Deep Cervical Flexor Endurance Test

  • Patient position: Supine.
  • Instruction: Passively preposition the head in the neutral position with the chin slightly tucked. Tell the patient you are going to let go of their head and that they should continue to hold it in this exact position.
  • Let go of the head suddenly and observe to see if the chin pokes, or if the patient flexes the entire neck, or if there is excessive shaking. Any of these constitutes a positive test.
  • This test helps determine optimal function of the deep cervical flexors. The test demonstrates the ability to maintain unsupported cervical retraction without protraction or pain for a minimum of 30 seconds.2

In both tests, we are looking for the benchmark (pass) motion or the ability to hold versus dysfunction (compensation / fail). Generally, the compensation is flexion of the lower cervical spine and atlanto-occipital extension; a combination of motions commonly referred to as protraction of the cervical spine (forward head). This is often caused by synergistic dominance of the sternocleidomastoid, scalenes, levator scapulae and cervical extensors (superficial neck flexors), and poor motor control or strength of the deep cervical flexors.

A Great Exercise to Develop the Deep Stabilizing Neck Muscles

To develop the deep stabilizing muscles in the neck, instruct the patient to hold a band or a stretch strap around the occiput (they will need a band with three loops), with the ends of the loops in each hand. Instruct the patient to extend their arms away from the head at approximately eye level. Take the head into retraction against the band, take two deep breaths in and out. Release the hand and repeat, building up the isometric hold time for 10 seconds per rep. I like a total of 2-3 minutes of time-under-tension (TUT) twice a day.

I never ask the patient to casually hold the band in the hands. I want them to grip the band. I also teach my patient to grip the ground with the feet and be intentional in stiffening the whole body. When you grip, you create a chain reaction from the hand to the arm, shoulder and core!

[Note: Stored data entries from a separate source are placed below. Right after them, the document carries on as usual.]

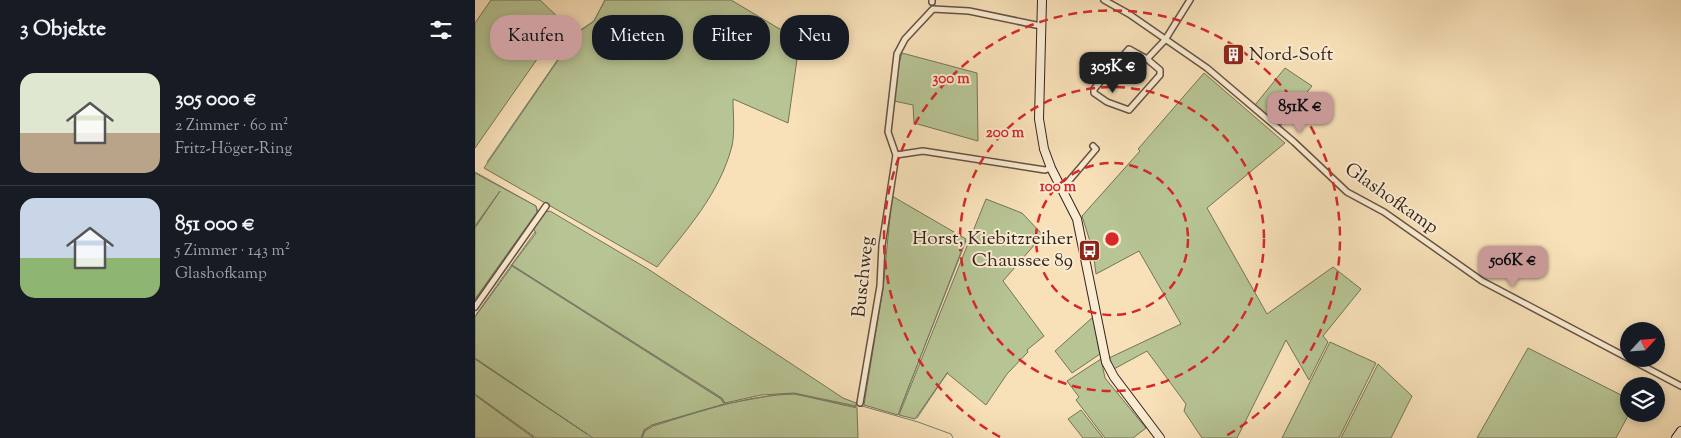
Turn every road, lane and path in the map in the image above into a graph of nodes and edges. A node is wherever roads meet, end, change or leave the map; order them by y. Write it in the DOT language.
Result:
graph roads {
  1 [pos="1041,0"];
  2 [pos="1104,0"];
  3 [pos="1190,0"];
  4 [pos="1041,26"];
  5 [pos="1165,40"];
  6 [pos="1147,59"];
  7 [pos="1093,146"];
  8 [pos="896,155"];
  9 [pos="1051,168"];
  10 [pos="1062,189"];
  11 [pos="545,206"];
  12 [pos="475,306"];
  13 [pos="1681,386"];
  14 [pos="861,403"];
  15 [pos="1681,431"];
  16 [pos="1160,438"];
  17 [pos="1676,438"];
  1 -- 4 [label="street"];
  2 -- 5 [label="street, Glashofkamp"];
  3 -- 5 [label="street"];
  4 -- 8 [label="street, Buschweg"];
  4 -- 9 [label="street"];
  5 -- 6 [label="street"];
  5 -- 13 [label="street, Glashofkamp"];
  6 -- 6 [label="street"];
  7 -- 10 [label="street"];
  8 -- 9 [label="street"];
  8 -- 14 [label="street, Buschweg"];
  9 -- 10 [label="street"];
  10 -- 16 [label="street"];
  11 -- 12 [label="street"];
  15 -- 17 [label="street"];
}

This isn't magic, but what is known as the Law of Irradiation. We use tension to build a chain reaction throughout the body. Similar to the glutes being turned off by spraining your ankle, we use the short foot gripping to activate the glutes. Hand gripping influences your rotator cuff and beyond.

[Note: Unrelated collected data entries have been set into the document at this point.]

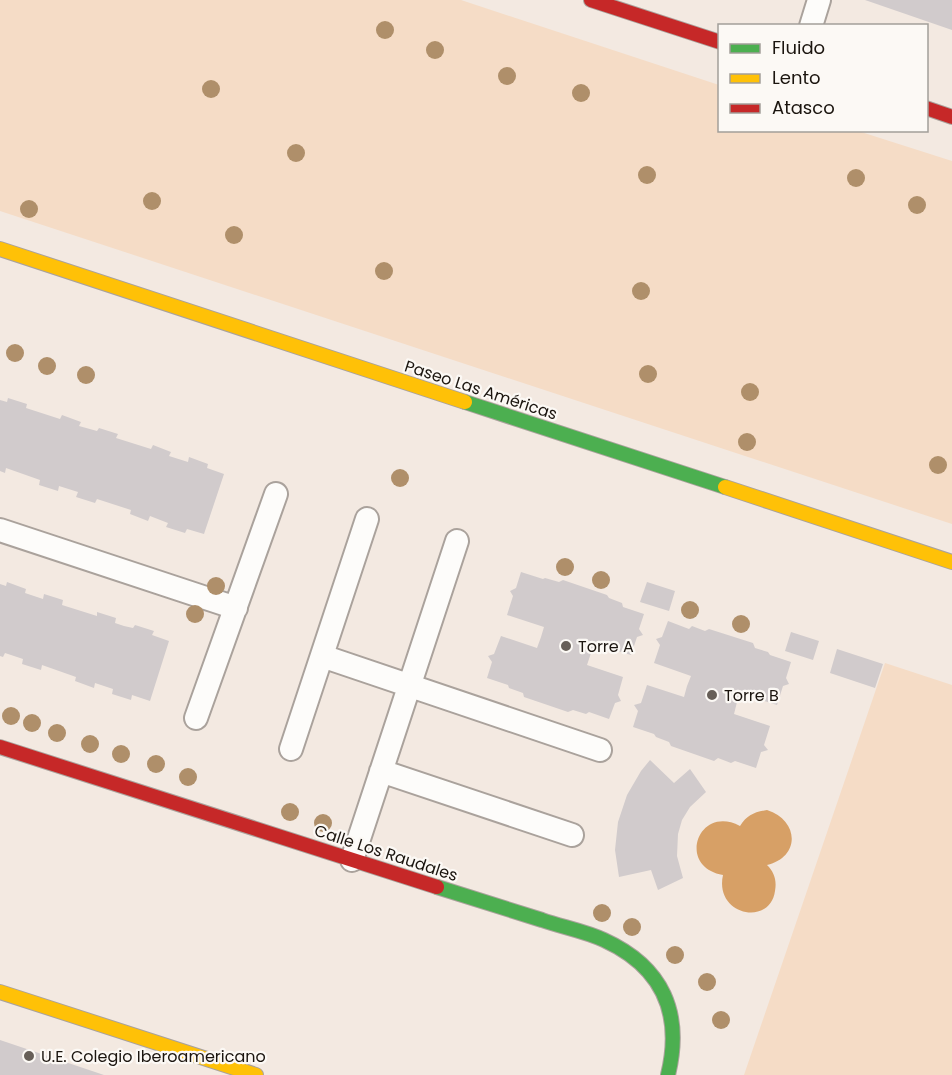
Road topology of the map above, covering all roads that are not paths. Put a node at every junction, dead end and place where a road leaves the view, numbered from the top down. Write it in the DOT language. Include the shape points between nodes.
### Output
graph roads {
  1 [pos="591,0"];
  2 [pos="819,0"];
  3 [pos="812,24"];
  4 [pos="718,41"];
  5 [pos="928,108"];
  6 [pos="952,117"];
  7 [pos="0,249"];
  8 [pos="276,494"];
  9 [pos="367,519"];
  10 [pos="0,530"];
  11 [pos="457,542"];
  12 [pos="952,562"];
  13 [pos="236,608"];
  14 [pos="322,656"];
  15 [pos="410,687"];
  16 [pos="196,718"];
  17 [pos="0,747"];
  18 [pos="291,749"];
  19 [pos="600,750"];
  20 [pos="381,771"];
  21 [pos="572,835"];
  22 [pos="352,860"];
  23 [pos="0,992"];
  24 [pos="256,1075"];
  25 [pos="668,1075"];
  1 -- 4 [label="main road"];
  2 -- 3 [label="lane"];
  5 -- 6 [label="main road"];
  7 -- 12 [label="main road, Paseo Las Américas"];
  8 -- 13 [label="lane"];
  9 -- 14 [label="lane"];
  10 -- 13 [label="lane"];
  11 -- 15 [label="lane"];
  13 -- 16 [label="lane"];
  14 -- 15 [label="lane"];
  14 -- 18 [label="lane"];
  15 -- 19 [label="lane"];
  15 -- 20 [label="lane"];
  17 -- 22 [label="main road, Calle Los Raudales"];
  20 -- 21 [label="lane"];
  20 -- 22 [label="lane"];
  22 -- 25 [label="main road, Calle Los Raudales" via="604,940 635,959 660,985 671,1008 676,1032"];
  23 -- 24 [label="main road"];
}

Editor's Note: In part 2 of this article, Dr. Tucker will outline how you can teach your patient to perform one cervical exercise per visit and build a progression over 12 visits.

References

  1. Kendall FP, McCreary EK, Provance PG, et al. Muscles: Testing and Function With Posture and Pain, 5th Edition. Lippincott Williams & Wilkins, 2005.
  2. Page P, et al. Assessment and Treatment of Muscle Imbalance: The Janda Approach. Benchmark Physical Therapy, Inc., 2010.
  3. Sahrmann S, and associates. Movement System Impairment Syndromes of the Extremities, Cervical and Thoracic Spine. Mosby, Inc., 2011.
  4. Fredin K, Loras H. Manual therapy, exercise therapy or combined treatment in the management of adult neck pain - a systematic review and meta-analysis. Musculoskel Sci Pract, 2017 Oct;31:62-71.
  5. Peolsson AL, Peolsson MN, Jull GA. Cervical muscle activity during loaded arm lifts in patients 10 years post surgery for cervical disc disease. JMPT, 2013;36(5):292-299.
  6. Falla D, Jull G, Hodges PW. Feedforward activity of the cervical flexor muscles during voluntary arm movements is delayed in chronic neck pain. Experimental Brain Res, 2004;157(1):43-48.
  7. Jull JA. Deep cervical flexor muscle dysfunction in whiplash. J Musculoskel Pain, 2000;8(1-2):143-154.
  8. Jull G, Barrett C, Magee R, Hodges P. Further clinical clarification of the muscle dysfunction in cervical headache. Cephalalgia, 1999;19(3):179-185.
  9. Jull G, Kristjansson E, Dall'Alba P. Impairment in the cervical flexors: a comparison of whiplash and insidious onset neck pain patients. Manual Ther, 2004;9(2):89-94.
  10. Falla D, O'Leary S, Farina D, Jull G. Association between intensity of pain and impairment in onset and activation of the deep cervical flexors in patients with persistent neck pain. Clinical J Pain, 2011;27(4):309-314.